» Assigned task
Report how many lines of the following entries include the string "solid"; respond with the number alone.

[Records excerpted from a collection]
%%

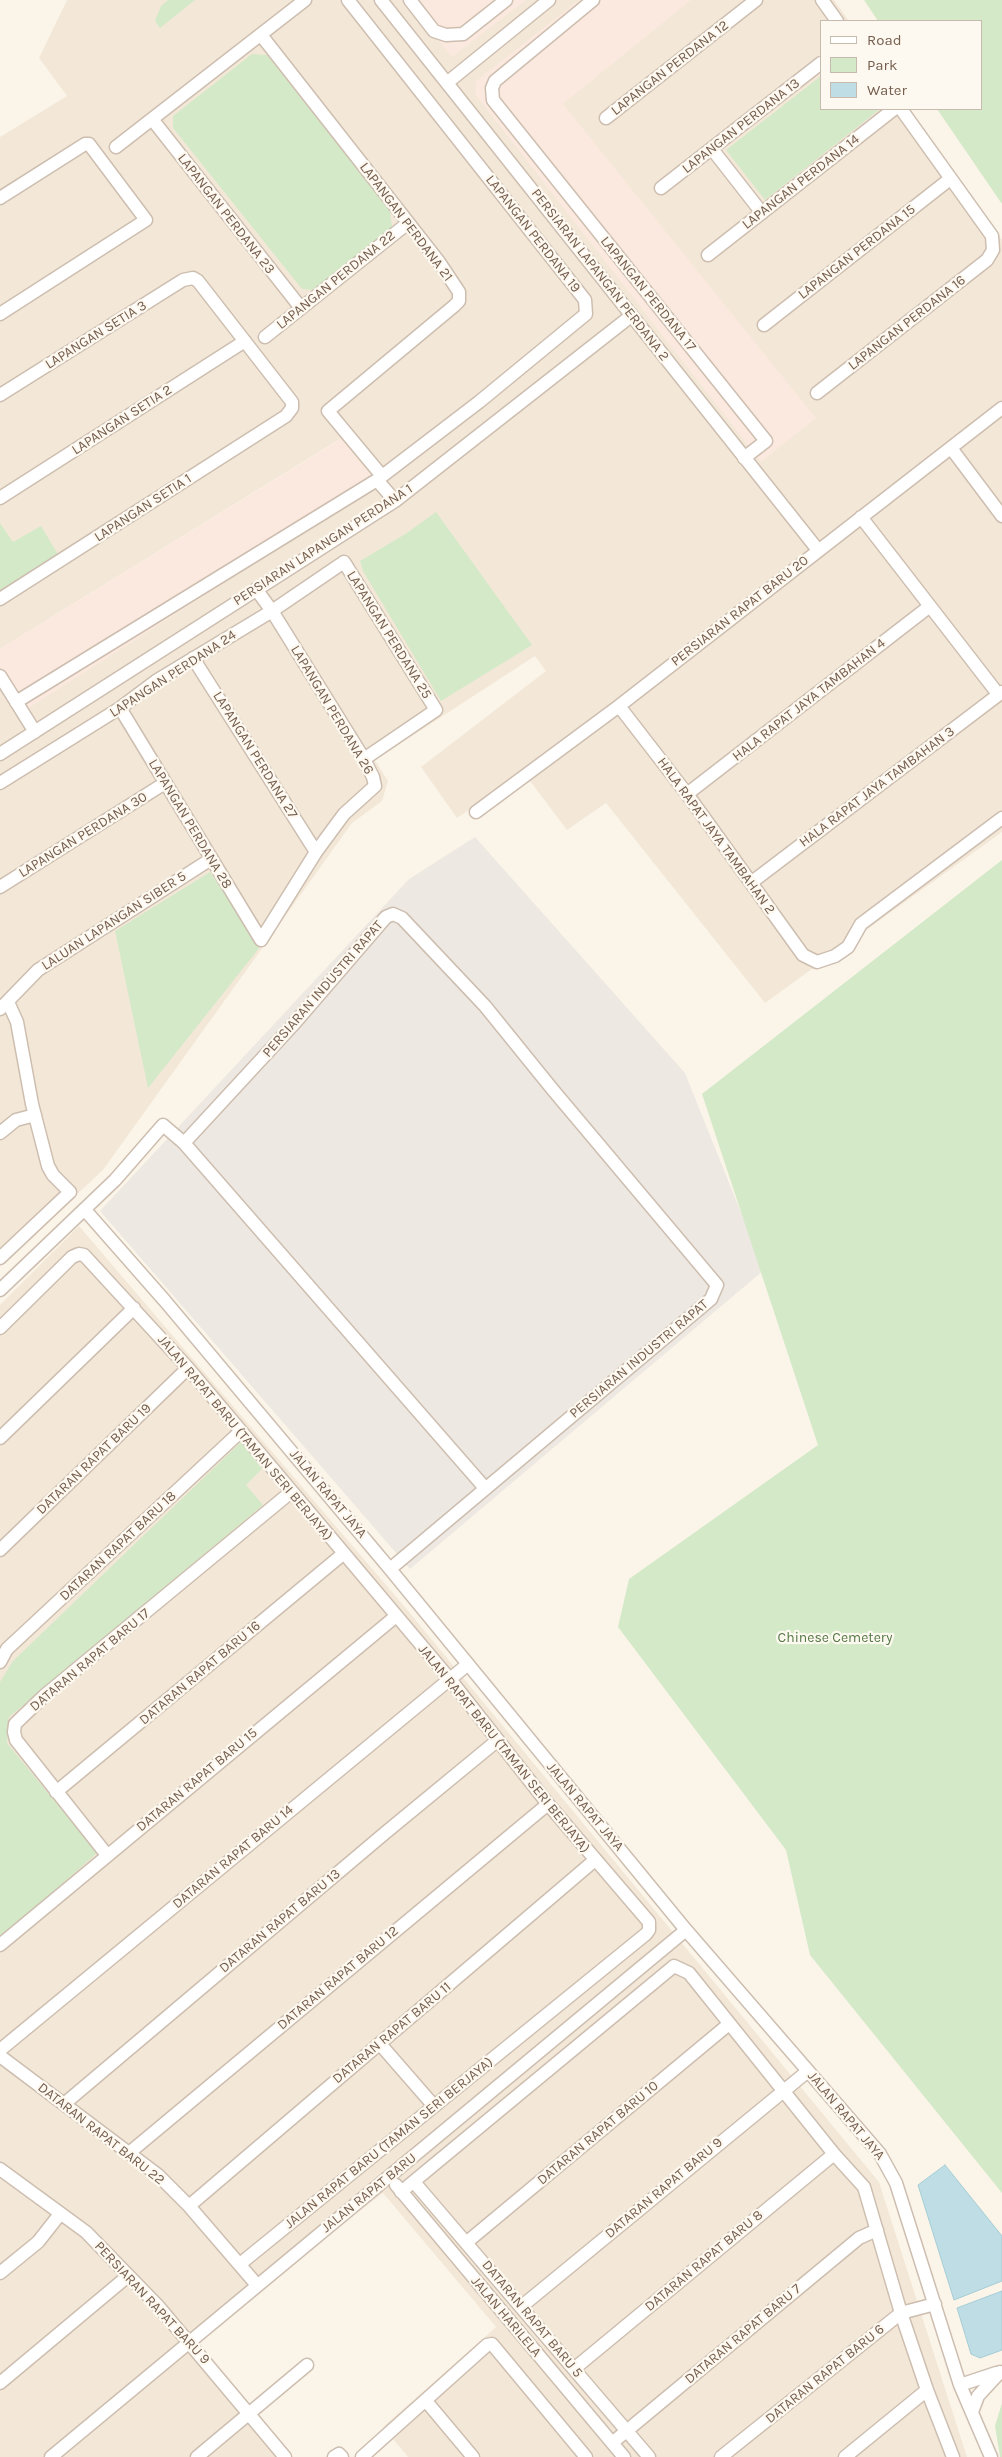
<!DOCTYPE html>
<html>
<head>
<meta charset="utf-8">
<style>
  body { margin:0 }
  #map { position:relative; width:1002px; height:2457px; overflow:hidden; background:#fbf5e9; font-family:Karla,sans-serif }
  canvas { display:block }
  .legend { position:absolute; left:820px; top:20px; width:162px; height:90px; box-sizing:border-box; background:#fef9f0; border:1px solid #c7bbaf; margin:0; padding:6px 9px; list-style:none; font-size:15px; color:#755e4e }
  .legend li { display:flex; align-items:center; gap:10px; height:25px }
  .legend b { width:25px; border:1px solid #c7bbaf }
</style>
</head>
<body>
<div id="map">
<canvas width="1002" height="2457"></canvas>
<ul class="legend">
<li><b style="height:6px;background:#fff"></b>Road</li>
<li><b style="height:14px;background:#d4e9c8"></b>Park</li>
<li><b style="height:14px;background:#bfdde4"></b>Water</li>
</ul>
</div>
<script>
const ctx = document.querySelector('canvas').getContext('2d');
ctx.lineJoin = 'round';
function fill(path, color) { ctx.fillStyle = color; ctx.fill(path, 'evenodd'); }
const toPath = rows => new Path2D(rows.map(r => 'M' + r).join(''));
function stroke(path, color, width, dash) { ctx.strokeStyle = color; ctx.lineWidth = width; ctx.lineCap = dash ? 'butt' : 'round'; ctx.setLineDash(dash || []); ctx.stroke(path); }
function write(font, color, halo, rows, align = 'center') {
  ctx.font = font + ' Karla,sans-serif'; ctx.lineWidth = 4.5; ctx.setLineDash([]); ctx.textBaseline = 'middle'; ctx.strokeStyle = halo; ctx.fillStyle = color; for (const [text, x, y, turn = 0] of rows) {
    ctx.save(); ctx.translate(x, y); ctx.rotate((+turn || 0) * Math.PI / 180); ctx.textAlign = isNaN(turn) ? turn : align; if (halo) ctx.strokeText(text, 0, 0); ctx.fillText(text, 0, 0); ctx.restore();
  }
}
fill(toPath([
  [67,0,834,0,849,21,821,21,821,109,910,109,1002,240,1002,832,765,1003,606,803,567,830,524,773,457,818,421,767,546,671,535,656,375,760,388,781,382,801,352,823,103,1170,0,1266,0,691,16,716,340,439,0,649,0,137,67,96,39,58],
  [79,1226,404,1606,879,2182,967,2457,408,2457,383,2427,496,2327,383,2193,255,2291,187,2345,280,2457,0,2457,0,1305]
]), '#f3e8d8');
fill(toPath([
  [405,0,526,0,452,57],
  [579,0,691,0,563,104,816,418,761,462,475,94,476,81],
  [341,439,379,484,16,716,0,690,0,649]
]), '#fbe8de');
fill(toPath([
  [475,837,685,1073,764,1270,410,1569,100,1211,409,879]
]), '#ede8e2');
fill(toPath([
  [168,0,195,0,160,28,155,21,161,6],
  [864,0,1002,0,1002,204,937,109,981,109,981,21,878,21],
  [252,54,267,55,390,211,392,227,313,290,302,289,173,128,173,116],
  [821,76,821,109,880,109,765,200,726,150],
  [436,512,532,645,441,701,363,571,360,561,407,533],
  [0,523,13,542,41,526,59,556,0,593],
  [1002,860,1002,2193,810,1955,786,1850,618,1627,629,1579,818,1445,702,1094],
  [210,872,260,947,148,1088,115,931],
  [241,1442,262,1469,246,1485,263,1505,9,1717,7,1743,97,1853,0,1939,0,1682,13,1661],
  [1002,2403,1002,2457,1000,2457,995,2426]
]), '#d4e9c8');
const water = toPath([
  [945,2165,1002,2236,1002,2281,954,2300,918,2185,945,2165],
  [1002,2291,1002,2350,980,2358,971,2354,957,2308,1002,2291]
]);
fill(water, '#bfdde4');
stroke(water, '#a5ccd5', 1);
const minor = toPath([
  [381,0,818,550],
  [410,0,434,31,446,35,463,34,506,0],
  [593,0,495,81,492,88,493,100,766,441,744,458],
  [822,0,837,21],
  [261,35,439,262,459,292,459,301,454,306,328,411,382,476],
  [448,82,549,0],
  [606,118,756,0],
  [152,119,301,308],
  [116,147,305,0],
  [712,149,762,213],
  [661,188,821,63],
  [0,198,85,144,89,144,146,220,0,314],
  [708,255,894,109],
  [764,325,950,179],
  [265,337,408,223],
  [817,393,987,260,993,250,992,236,901,109],
  [0,395,183,280,193,278,198,281,292,402,292,408,286,416,0,599],
  [951,448,1002,516],
  [377,480,395,501],
  [0,498,245,341],
  [861,517,998,694],
  [193,658,316,852],
  [0,676,35,732],
  [16,702,377,480,479,402,586,314,585,300,348,0],
  [619,706,687,794,803,955,817,962,835,956,848,947,861,924,1002,818],
  [120,708,261,940,316,852,344,814,375,786,373,777,364,759,272,611,256,589],
  [0,754,395,501,631,316],
  [0,783,120,708,156,681,272,611,344,562,436,710,364,759],
  [687,794,930,606],
  [476,812,619,706,1002,408],
  [752,882,1002,692],
  [0,887,165,783],
  [0,1009,38,970,211,859],
  [0,1133,16,1120,35,1115],
  [85,1210,165,1301,390,1569,686,1930,880,2154,896,2183,960,2385,991,2457],
  [0,1258,70,1192,53,1175,48,1166,32,1104,17,1022,8,1002],
  [0,1290,115,1180,163,1125,184,1143],
  [0,1328,72,1257,79,1254,84,1255,188,1368,449,1678,548,1804,649,1922,649,1930,646,1934,240,2264],
  [0,1438,134,1308],
  [0,1550,188,1368],
  [390,1569,711,1299,717,1285,553,1090,485,1006,402,918,393,914,386,917,292,1026,184,1143,485,1488],
  [0,1662,7,1649,240,1432],
  [56,1792,343,1554],
  [107,1855,16,1740,14,1732,15,1724,44,1696,291,1492],
  [0,1945,395,1617],
  [380,2044,434,2106],
  [0,2050,467,1665],
  [0,2056,158,2175,189,2206,257,2285],
  [64,2104,385,1833,498,1740],
  [129,2153,548,1804],
  [0,2169,86,2232,159,2307,285,2457],
  [414,2182,649,2457],
  [396,2185,624,2457],
  [401,2192,674,1966,689,1973,834,2154,864,2187,901,2313,927,2390,953,2457],
  [189,2206,595,1860],
  [467,2242,729,2024],
  [0,2273,38,2242,60,2214],
  [522,2306,808,2071],
  [575,2368,834,2154],
  [0,2383,128,2276],
  [960,2385,996,2373],
  [426,2401,473,2457],
  [972,2412,978,2396,1000,2372],
  [612,2443,859,2238,877,2230],
  [51,2457,686,1930],
  [197,2457,307,2365],
  [334,2457,339,2454,342,2457],
  [362,2457,487,2345,492,2344,586,2457],
  [721,2457,901,2313,935,2304],
  [845,2457,927,2390]
]);
stroke(minor, '#cdbeb0', 15);
stroke(minor, '#fff', 12);
write('14px', '#755e4e', '#fef9f0', [
  ["LAPANGAN PERDANA 12",670,68,-38],
  ["LAPANGAN PERDANA 13",741,126,-38],
  ["LAPANGAN PERDANA 14",801,182,-38],
  ["LAPANGAN PERDANA 23",226,214,52],
  ["LAPANGAN PERDANA 21",406,222,53],
  ["LAPANGAN PERDANA 19",533,234,52],
  ["LAPANGAN PERDANA 15",857,252,-38],
  ["PERSIARAN LAPANGAN PERDANA 2",600,275,52],
  ["LAPANGAN PERDANA 22",336,280,-39],
  ["LAPANGAN PERDANA 17",648,294,51],
  ["LAPANGAN PERDANA 16",907,323,-38],
  ["LAPANGAN SETIA 3",96,335,-32],
  ["LAPANGAN SETIA 2",122,420,-33],
  ["LAPANGAN SETIA 1",143,508,-33],
  ["PERSIARAN LAPANGAN PERDANA 1",323,545,-33],
  ["PERSIARAN RAPAT BARU 20",740,611,-38],
  ["LAPANGAN PERDANA 25",389,635,58],
  ["LAPANGAN PERDANA 24",173,674,-33],
  ["HALA RAPAT JAYA TAMBAHAN 4",809,700,-38],
  ["LAPANGAN PERDANA 26",332,710,59],
  ["LAPANGAN PERDANA 27",255,755,58],
  ["HALA RAPAT JAYA TAMBAHAN 3",877,787,-37],
  ["LAPANGAN PERDANA 28",190,824,59],
  ["LAPANGAN PERDANA 30",83,835,-32],
  ["HALA RAPAT JAYA TAMBAHAN 2",716,836,54],
  ["LALUAN LAPANGAN SIBER 5",114,921,-33],
  ["PERSIARAN INDUSTRI RAPAT",323,989,-49],
  ["PERSIARAN INDUSTRI RAPAT",639,1359,-40],
  ["JALAN RAPAT BARU (TAMAN SERI BERJAYA)",245,1438,50],
  ["DATARAN RAPAT BARU 19",94,1459,-44],
  ["JALAN RAPAT JAYA",328,1494,50],
  ["DATARAN RAPAT BARU 18",118,1546,-43],
  ["DATARAN RAPAT BARU 17",90,1660,-40],
  ["DATARAN RAPAT BARU 16",200,1673,-40],
  ["JALAN RAPAT BARU (TAMAN SERI BERJAYA)",504,1749,51],
  ["DATARAN RAPAT BARU 15",197,1780,-40],
  ["JALAN RAPAT JAYA",585,1807,50],
  ["DATARAN RAPAT BARU 14",233,1857,-40],
  ["DATARAN RAPAT BARU 13",280,1921,-40],
  ["DATARAN RAPAT BARU 12",338,1978,-40],
  ["DATARAN RAPAT BARU 11",392,2033,-40],
  ["JALAN RAPAT JAYA",846,2116,50],
  ["DATARAN RAPAT BARU 10",598,2133,-40],
  ["DATARAN RAPAT BARU 22",101,2134,38],
  ["JALAN RAPAT BARU (TAMAN SERI BERJAYA)",389,2143,-39],
  ["DATARAN RAPAT BARU 9",664,2188,-40],
  ["JALAN RAPAT BARU",369,2193,-39],
  ["DATARAN RAPAT BARU 8",704,2261,-40],
  ["PERSIARAN RAPAT BARU 9",152,2303,47],
  ["JALAN HARILELA",506,2317,50],
  ["DATARAN RAPAT BARU 5",532,2319,50],
  ["DATARAN RAPAT BARU 7",743,2334,-40],
  ["DATARAN RAPAT BARU 6",825,2374,-39]
]);
write('14px', '#547947', '#fef9f0', [
  ["Chinese Cemetery",835,1638]
]);
</script>
</body>
</html>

%%

» Response to this exercise
2